Available data
_ _ _ _

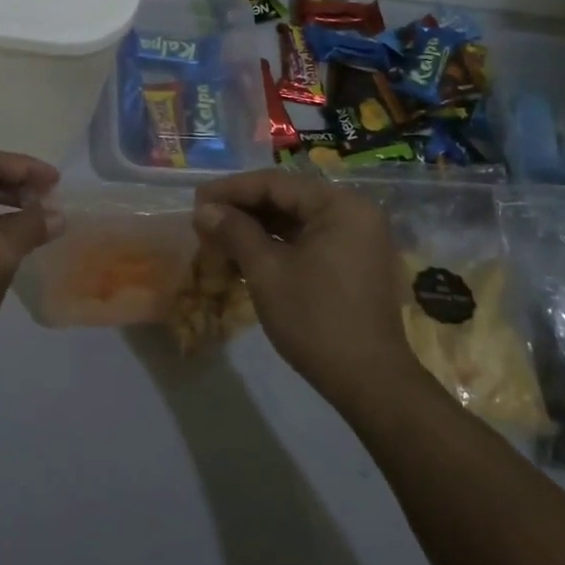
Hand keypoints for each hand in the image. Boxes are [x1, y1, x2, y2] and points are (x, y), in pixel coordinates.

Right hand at [193, 170, 419, 409]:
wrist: (369, 381)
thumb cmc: (315, 318)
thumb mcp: (266, 271)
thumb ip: (234, 231)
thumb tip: (203, 209)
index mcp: (339, 205)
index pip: (275, 183)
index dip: (230, 190)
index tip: (195, 201)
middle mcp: (353, 212)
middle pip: (286, 199)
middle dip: (241, 210)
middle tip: (202, 221)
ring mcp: (356, 239)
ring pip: (294, 221)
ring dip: (255, 228)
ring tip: (217, 238)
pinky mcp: (352, 263)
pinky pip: (307, 240)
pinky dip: (275, 245)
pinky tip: (245, 256)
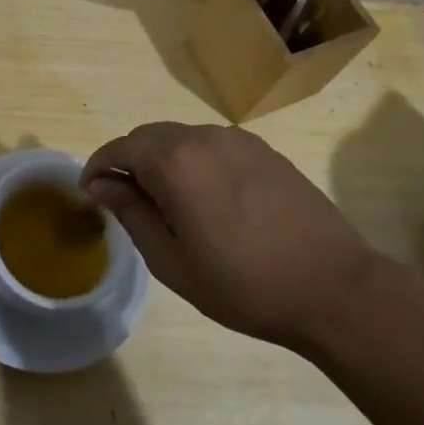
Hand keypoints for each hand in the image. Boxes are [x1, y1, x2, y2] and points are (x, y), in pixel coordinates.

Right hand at [81, 122, 376, 348]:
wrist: (333, 288)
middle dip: (129, 161)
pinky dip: (195, 162)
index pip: (120, 147)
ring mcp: (239, 140)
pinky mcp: (265, 151)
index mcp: (175, 162)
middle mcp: (204, 137)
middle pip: (149, 136)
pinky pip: (213, 145)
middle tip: (127, 202)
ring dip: (163, 161)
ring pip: (182, 138)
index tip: (90, 193)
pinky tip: (209, 199)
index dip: (98, 166)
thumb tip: (101, 183)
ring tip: (169, 204)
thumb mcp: (173, 261)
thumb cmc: (244, 284)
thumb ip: (131, 213)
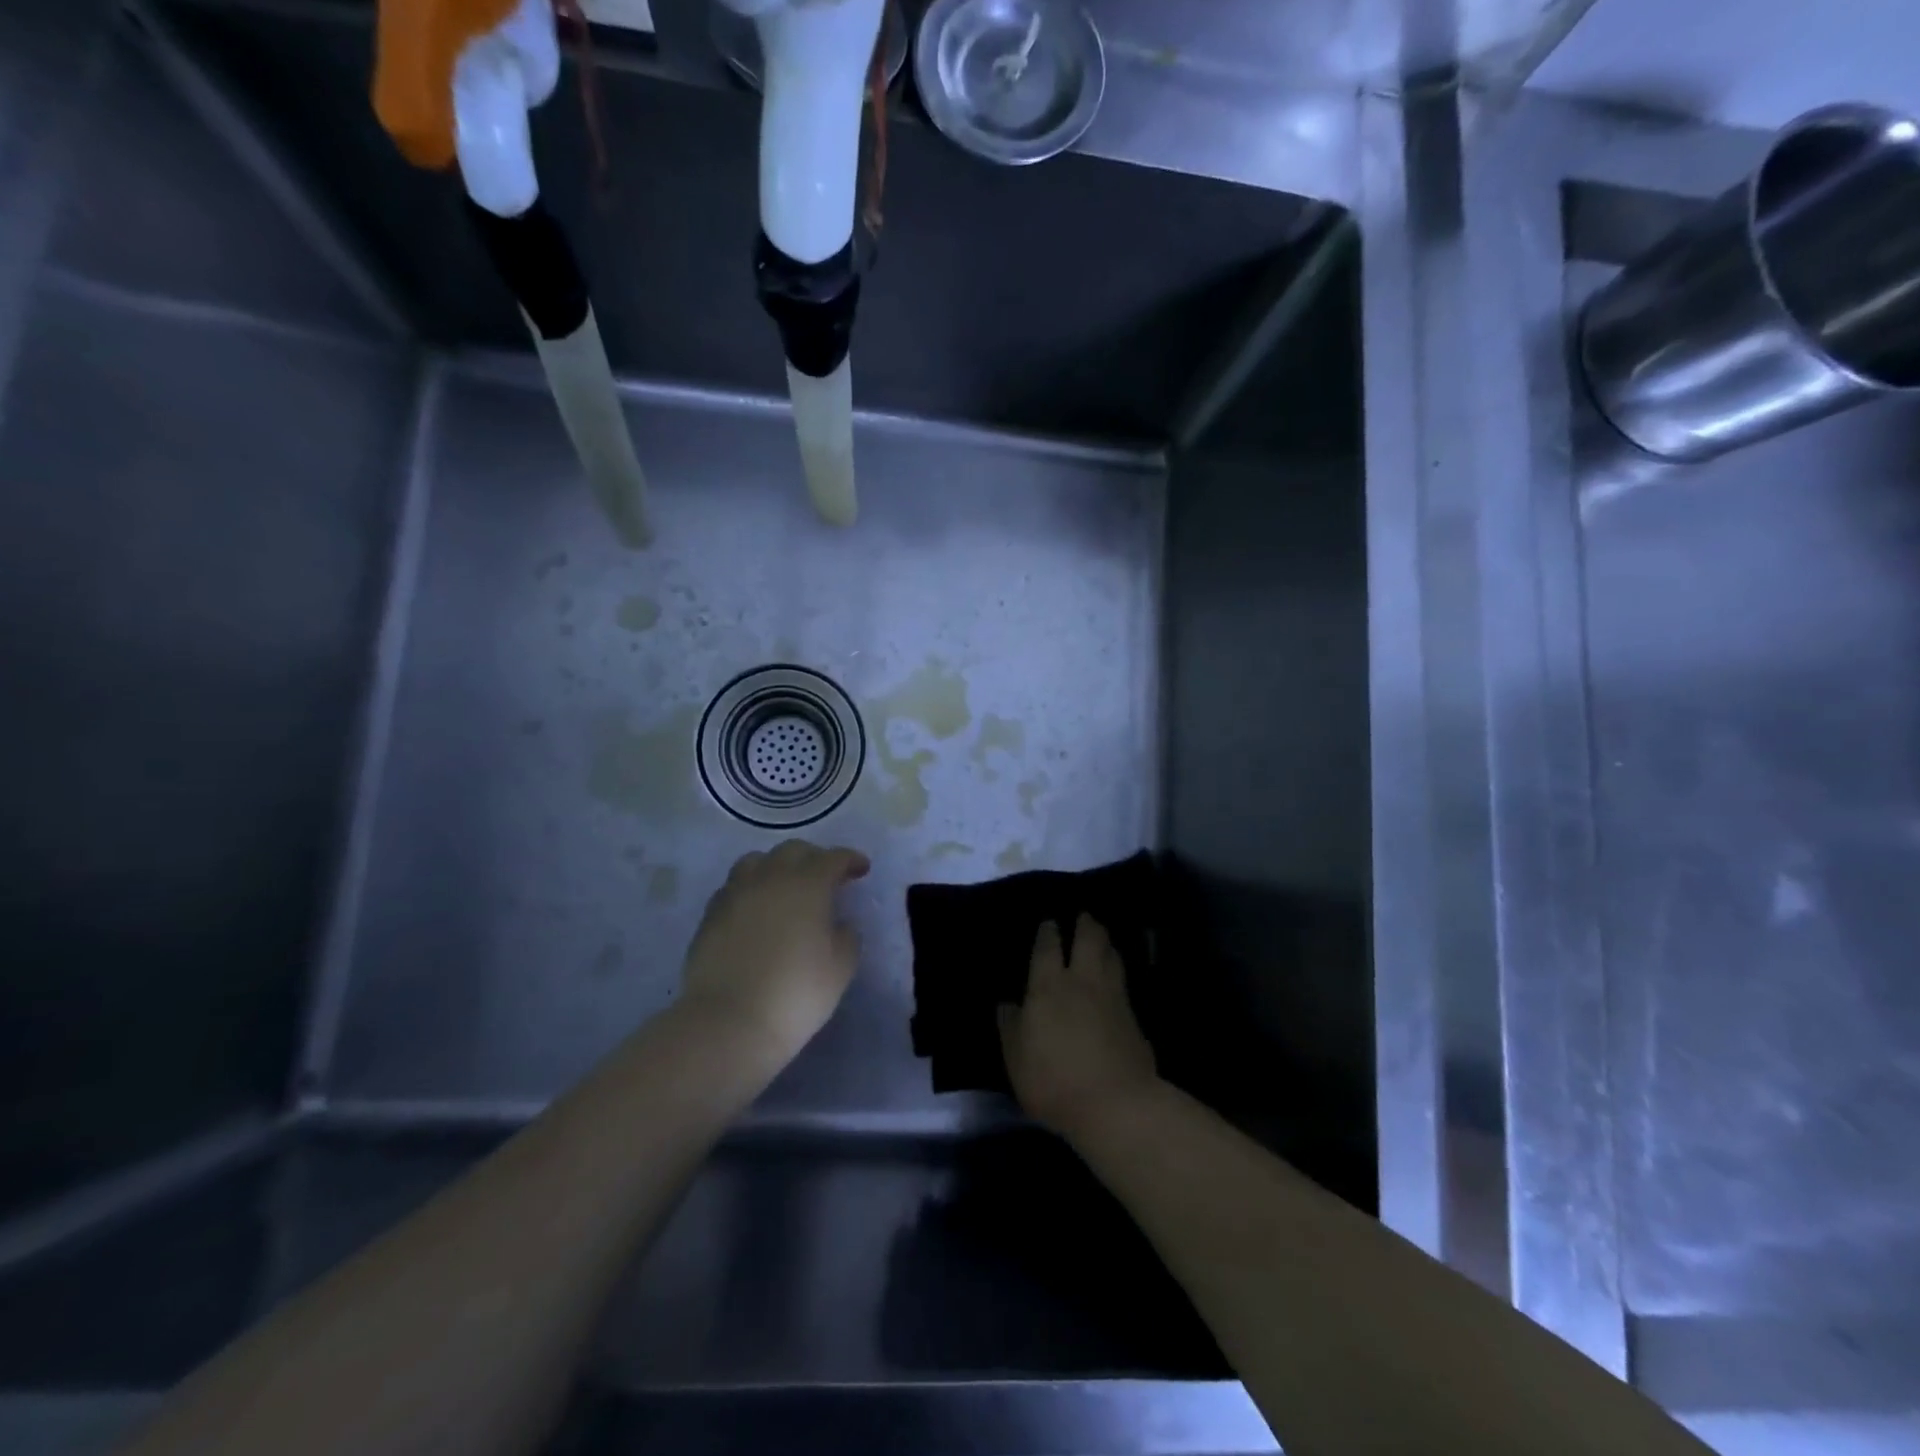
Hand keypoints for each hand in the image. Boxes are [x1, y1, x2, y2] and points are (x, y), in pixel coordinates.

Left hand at [680, 840, 869, 1062]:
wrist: (729, 1022)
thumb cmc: (796, 993)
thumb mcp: (841, 967)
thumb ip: (846, 936)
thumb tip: (838, 924)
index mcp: (808, 884)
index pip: (833, 858)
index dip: (850, 860)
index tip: (861, 869)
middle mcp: (770, 878)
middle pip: (793, 851)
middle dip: (814, 858)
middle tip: (826, 878)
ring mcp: (736, 893)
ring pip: (757, 861)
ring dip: (777, 867)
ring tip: (785, 887)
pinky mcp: (711, 914)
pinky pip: (734, 886)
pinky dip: (751, 888)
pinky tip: (756, 909)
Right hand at [997, 914, 1158, 1138]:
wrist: (1115, 1104)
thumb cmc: (1054, 1080)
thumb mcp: (1016, 1058)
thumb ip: (1010, 1027)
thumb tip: (1007, 1003)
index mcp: (1048, 986)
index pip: (1048, 948)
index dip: (1048, 932)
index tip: (1049, 922)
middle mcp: (1082, 981)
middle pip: (1089, 939)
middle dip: (1086, 924)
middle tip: (1084, 915)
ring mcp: (1113, 996)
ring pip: (1112, 955)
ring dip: (1106, 941)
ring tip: (1102, 936)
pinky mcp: (1134, 1016)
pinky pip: (1123, 980)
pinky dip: (1118, 968)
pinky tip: (1116, 974)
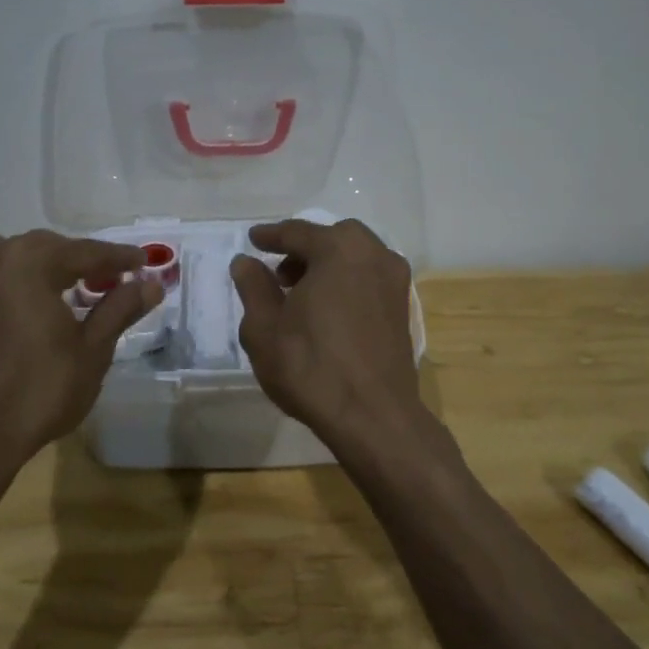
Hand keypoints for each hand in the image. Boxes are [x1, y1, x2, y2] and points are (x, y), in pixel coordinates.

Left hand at [0, 231, 160, 474]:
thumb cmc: (40, 391)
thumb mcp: (92, 350)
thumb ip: (120, 308)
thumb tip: (151, 284)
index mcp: (29, 264)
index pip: (84, 251)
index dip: (118, 257)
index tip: (145, 262)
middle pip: (47, 247)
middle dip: (81, 259)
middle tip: (112, 278)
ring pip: (13, 256)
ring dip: (44, 264)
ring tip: (68, 285)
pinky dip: (10, 280)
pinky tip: (21, 299)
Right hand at [231, 219, 421, 446]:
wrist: (372, 415)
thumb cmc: (310, 367)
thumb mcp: (264, 327)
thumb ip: (253, 287)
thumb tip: (246, 262)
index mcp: (339, 250)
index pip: (298, 232)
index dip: (271, 236)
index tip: (253, 240)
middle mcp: (374, 255)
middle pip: (333, 238)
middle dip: (304, 249)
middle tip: (279, 273)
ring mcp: (395, 282)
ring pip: (355, 258)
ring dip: (327, 266)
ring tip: (301, 294)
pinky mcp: (402, 309)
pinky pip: (369, 280)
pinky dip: (347, 282)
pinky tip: (328, 310)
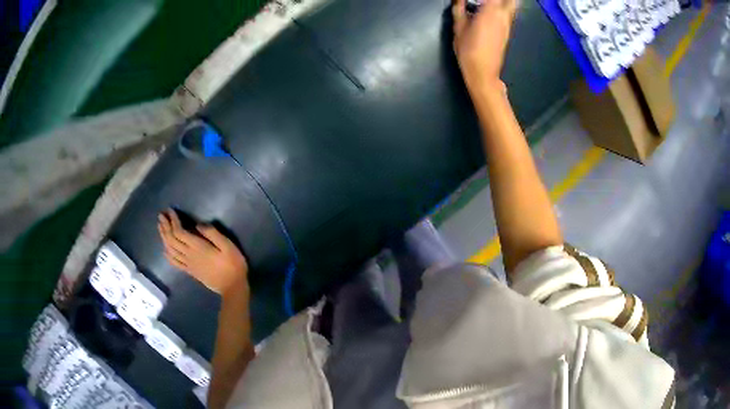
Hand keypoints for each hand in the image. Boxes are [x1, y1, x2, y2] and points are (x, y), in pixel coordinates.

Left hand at [158, 209, 248, 295]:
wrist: (232, 287)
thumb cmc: (233, 265)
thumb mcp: (228, 246)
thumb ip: (213, 233)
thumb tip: (198, 225)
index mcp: (198, 247)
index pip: (179, 232)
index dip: (173, 220)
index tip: (170, 210)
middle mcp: (189, 255)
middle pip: (171, 239)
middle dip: (165, 226)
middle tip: (161, 215)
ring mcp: (188, 264)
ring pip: (170, 249)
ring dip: (163, 237)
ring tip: (160, 227)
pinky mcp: (190, 271)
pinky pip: (174, 262)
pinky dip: (167, 254)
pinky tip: (165, 249)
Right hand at [452, 0, 515, 90]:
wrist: (483, 73)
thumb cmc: (468, 50)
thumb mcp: (458, 27)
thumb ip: (459, 7)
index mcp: (491, 10)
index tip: (474, 0)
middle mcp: (503, 15)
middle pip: (510, 0)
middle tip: (484, 1)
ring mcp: (508, 24)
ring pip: (512, 6)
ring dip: (503, 2)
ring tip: (487, 4)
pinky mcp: (508, 32)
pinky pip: (509, 14)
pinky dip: (503, 8)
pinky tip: (490, 11)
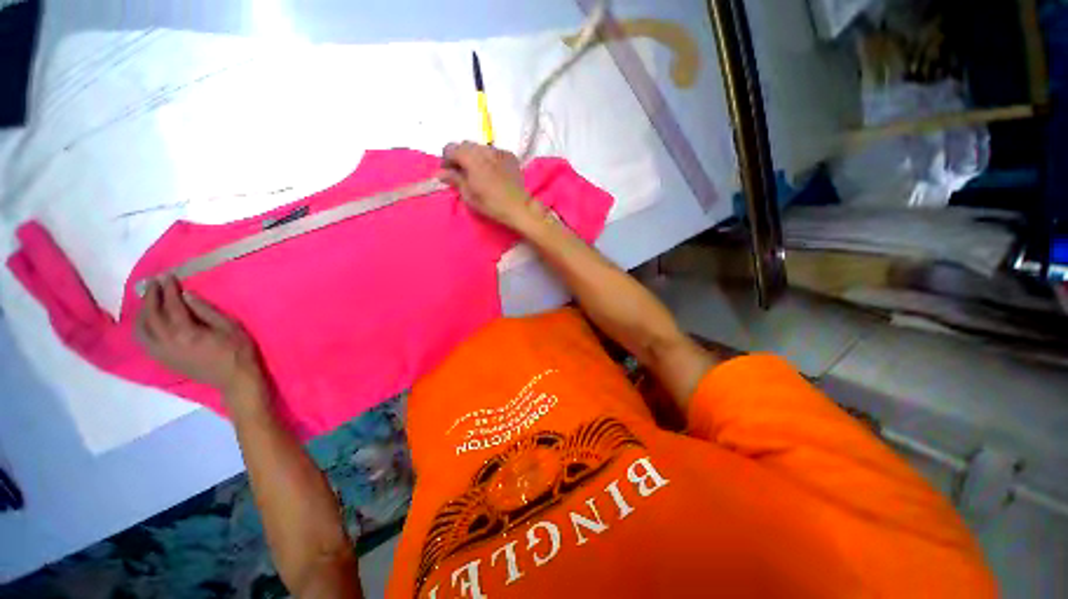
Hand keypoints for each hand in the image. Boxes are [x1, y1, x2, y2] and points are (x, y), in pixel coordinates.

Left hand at [136, 276, 263, 394]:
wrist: (234, 379)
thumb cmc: (237, 351)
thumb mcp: (229, 327)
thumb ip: (206, 311)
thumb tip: (187, 294)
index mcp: (186, 332)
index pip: (171, 306)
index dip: (169, 289)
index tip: (168, 276)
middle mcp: (167, 341)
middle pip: (150, 315)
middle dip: (152, 297)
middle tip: (155, 283)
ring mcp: (162, 352)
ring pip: (141, 329)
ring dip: (142, 312)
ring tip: (149, 301)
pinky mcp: (162, 359)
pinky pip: (143, 341)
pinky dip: (142, 328)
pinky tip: (148, 321)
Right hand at [439, 142, 541, 229]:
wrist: (519, 207)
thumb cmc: (492, 205)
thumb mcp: (469, 196)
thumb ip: (454, 180)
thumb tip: (440, 173)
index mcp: (472, 159)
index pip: (451, 148)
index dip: (446, 159)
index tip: (447, 172)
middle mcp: (485, 150)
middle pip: (465, 145)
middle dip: (460, 156)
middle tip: (461, 172)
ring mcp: (499, 151)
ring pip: (480, 147)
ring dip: (474, 156)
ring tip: (477, 172)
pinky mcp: (510, 156)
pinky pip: (493, 151)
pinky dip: (488, 158)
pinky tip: (491, 171)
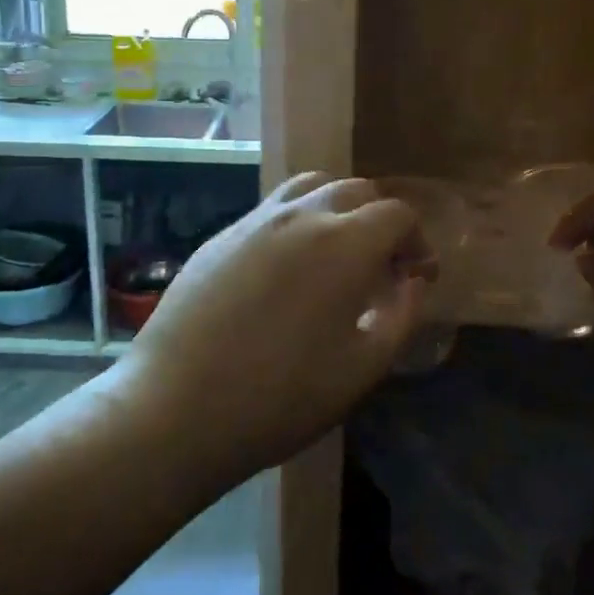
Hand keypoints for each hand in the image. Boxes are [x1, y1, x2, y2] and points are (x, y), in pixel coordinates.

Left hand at [113, 172, 430, 478]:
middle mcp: (300, 216)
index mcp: (343, 245)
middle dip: (380, 221)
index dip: (417, 241)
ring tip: (336, 254)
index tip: (418, 276)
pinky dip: (297, 221)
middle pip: (355, 190)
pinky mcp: (221, 235)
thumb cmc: (279, 398)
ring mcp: (255, 221)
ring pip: (310, 186)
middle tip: (381, 267)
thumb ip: (400, 317)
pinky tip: (287, 268)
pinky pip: (272, 209)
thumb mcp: (361, 369)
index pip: (396, 214)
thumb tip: (413, 281)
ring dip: (336, 208)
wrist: (175, 408)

_ _ _ _

For this exercise, give the listing again exactly as written, with the pictures omitted.

Hand keypoints for each hand in the image. Boxes are [x1, y1, x2, y2] and points are (x, y), in pixel coordinates.

Right hand at [193, 170, 419, 409]:
wrist: (369, 381)
thumb cmc: (315, 318)
thumb mcp: (266, 271)
thumb ip: (234, 231)
thumb tip: (203, 209)
index mcp: (339, 205)
index pip: (275, 183)
index dip: (230, 190)
index tip: (195, 201)
middle mcp: (353, 212)
middle pip: (286, 199)
middle dip: (241, 210)
middle tip: (202, 221)
ring mcp: (356, 239)
ring pip: (294, 221)
ring dip: (255, 228)
ring tip: (217, 238)
pinky mcp: (352, 263)
pinky pip: (307, 240)
pinky dip: (275, 245)
pinky tip: (245, 256)
Hand keypoints for each hand in the image. Boxes are [x1, y1, x2, y2] and points are (x, y), in pixel coordinates.

Right hand at [81, 122, 376, 348]:
wrist: (333, 288)
middle dip: (129, 161)
pinky dip: (195, 162)
index pip: (120, 147)
ring mcp: (239, 140)
pinky mcp: (265, 151)
index mcp: (175, 162)
middle mcp: (204, 137)
middle pip: (149, 136)
pinky pip: (213, 145)
middle tip: (127, 202)
ring dip: (163, 161)
ring pip: (182, 138)
index tip: (90, 193)
pinky tip: (209, 199)
index dip: (98, 166)
thumb tip: (101, 183)
ring tip: (169, 204)
thumb mcp: (173, 261)
thumb cmc: (244, 284)
thumb ip: (131, 213)
Hand keypoints for each hand in the image. Boxes are [x1, y1, x2, y2] and points are (x, y), in pixel coordinates.

Left hand at [680, 840, 869, 1062]:
wrist: (729, 1022)
thumb cmc: (796, 993)
thumb mcp: (841, 967)
thumb ip: (846, 936)
thumb tip: (838, 924)
index mcp: (808, 884)
index pip: (833, 858)
index dip: (850, 860)
index tip: (861, 869)
middle mcp: (770, 878)
middle pip: (793, 851)
middle dip: (814, 858)
middle tip: (826, 878)
ring mcp: (736, 893)
ring pip: (757, 861)
ring dip: (777, 867)
ring tip: (785, 887)
pinky mcp: (711, 914)
pinky pip: (734, 886)
pinky dip: (751, 888)
pinky tip: (756, 909)
Right hand at [997, 914, 1158, 1138]:
wrist: (1115, 1104)
thumb cmc: (1054, 1080)
thumb mcp: (1016, 1058)
thumb ip: (1010, 1027)
thumb tip: (1007, 1003)
index mcp: (1048, 986)
index pip: (1048, 948)
index dip: (1048, 932)
index tip: (1049, 922)
middle mcp: (1082, 981)
middle pip: (1089, 939)
middle dip: (1086, 924)
middle tip: (1084, 915)
ring mcp: (1113, 996)
ring pip: (1112, 955)
ring dip: (1106, 941)
ring tip: (1102, 936)
pinky mcp: (1134, 1016)
pinky pip: (1123, 980)
pinky dip: (1118, 968)
pinky tip: (1116, 974)
Hand keypoints for each hand in the image. Boxes are [x1, y1, x2, y2] and points are (x, y), in pixel coordinates.

Left hand at [0, 231, 160, 474]:
thumb cmc: (40, 391)
thumb mcp: (92, 350)
thumb ip: (120, 308)
thumb tip: (151, 284)
index mcp: (29, 264)
index pip: (84, 251)
index dip: (118, 257)
index tip: (145, 262)
middle pip: (47, 247)
middle dip: (81, 259)
middle tip: (112, 278)
ring pip: (13, 256)
ring dip: (44, 264)
ring tip: (68, 285)
pinky dip: (10, 280)
pinky tip: (21, 299)
Right hand at [231, 219, 421, 446]:
wrist: (372, 415)
thumb cmc: (310, 367)
thumb mcp: (264, 327)
thumb ip: (253, 287)
thumb tip: (246, 262)
index mcp: (339, 250)
index pip: (298, 232)
index dip: (271, 236)
index tip: (253, 240)
middle mcp: (374, 255)
middle pip: (333, 238)
middle dip: (304, 249)
middle tip: (279, 273)
ring mcp: (395, 282)
ring pip: (355, 258)
ring dip: (327, 266)
ring tip: (301, 294)
pinky mcp: (402, 309)
pinky pip: (369, 280)
pinky dip: (347, 282)
pinky tip: (328, 310)
Hand keypoints for each hand in the image. Boxes are [x1, y1, x2, y2] and points are (x, y), in pixel coordinates.

Left hand at [158, 209, 248, 295]:
wrist: (232, 287)
thumb cmc: (233, 265)
thumb mcp: (228, 246)
thumb ip: (213, 233)
thumb tip: (198, 225)
index mcp: (198, 247)
index pip: (179, 232)
index dip: (173, 220)
index tip: (170, 210)
middle mcp: (189, 255)
middle pip: (171, 239)
middle dip: (165, 226)
middle tip: (161, 215)
ring mcp: (188, 264)
ring pip: (170, 249)
ring dip: (163, 237)
ring tip: (160, 227)
pinky mcp: (190, 271)
pinky pip: (174, 262)
pinky dip: (167, 254)
pinky tip: (165, 249)
Right hand at [452, 0, 515, 90]:
wrist: (483, 73)
thumb cmc: (468, 50)
thumb mcp: (458, 27)
thumb ip: (459, 7)
index mcp: (491, 10)
index tip: (474, 0)
middle mcp: (503, 15)
middle pip: (510, 0)
middle tip: (484, 1)
ring mcp: (508, 24)
ring pip: (512, 6)
ring dip: (503, 2)
ring tip: (487, 4)
pinky mcp: (508, 32)
pinky pip: (509, 14)
pinky dip: (503, 8)
pinky tip: (490, 11)
Hand keypoints for each hand in the image. Boxes are [x1, y1, x2, y2] and points are (x, y), in pixel coordinates.

Left hand at [136, 276, 263, 394]:
wrist: (234, 379)
thumb cmc: (237, 351)
thumb mcp: (229, 327)
thumb ip: (206, 311)
thumb tip: (187, 294)
index mcp: (186, 332)
index pip: (171, 306)
index dip: (169, 289)
index tip: (168, 276)
middle mcp: (167, 341)
middle pip: (150, 315)
middle dip: (152, 297)
middle tip: (155, 283)
ring mcp: (162, 352)
ring pip: (141, 329)
ring dip: (142, 312)
ring tip: (149, 301)
pinky mcp: (162, 359)
pinky pip: (143, 341)
pinky dip: (142, 328)
pinky tip: (148, 321)
Right hand at [439, 142, 541, 229]:
wrist: (519, 207)
thumb cmc: (492, 205)
thumb mcp: (469, 196)
thumb ip: (454, 180)
thumb tip: (440, 173)
index mcp: (472, 159)
index pip: (451, 148)
index dip: (446, 159)
index tip: (447, 172)
middle mcp: (485, 150)
middle pip: (465, 145)
middle dip: (460, 156)
middle tip: (461, 172)
ring mcp: (499, 151)
ring pip: (480, 147)
ring dip: (474, 156)
ring tip: (477, 172)
pinky mcp: (510, 156)
pinky pip: (493, 151)
pinky dip: (488, 158)
pinky tip: (491, 171)
Hand keypoints for each hand in the image. Boxes are [x1, y1, x2, y2] and points are (x, y), in pixel coordinates.

Left hand at [113, 172, 430, 478]:
middle mcp: (300, 216)
index mcp: (343, 245)
middle dip: (380, 221)
index dip: (417, 241)
ring tip: (336, 254)
index tip: (418, 276)
pinky dip: (297, 221)
middle pip: (355, 190)
pinky mcp: (221, 235)
thumb cmc: (279, 398)
ring mcp: (255, 221)
ring pip: (310, 186)
middle tip: (381, 267)
thumb ip: (400, 317)
pinky tip: (287, 268)
pinky pip: (272, 209)
thumb mcp: (361, 369)
index pip: (396, 214)
thumb tip: (413, 281)
ring dip: (336, 208)
wrist: (175, 408)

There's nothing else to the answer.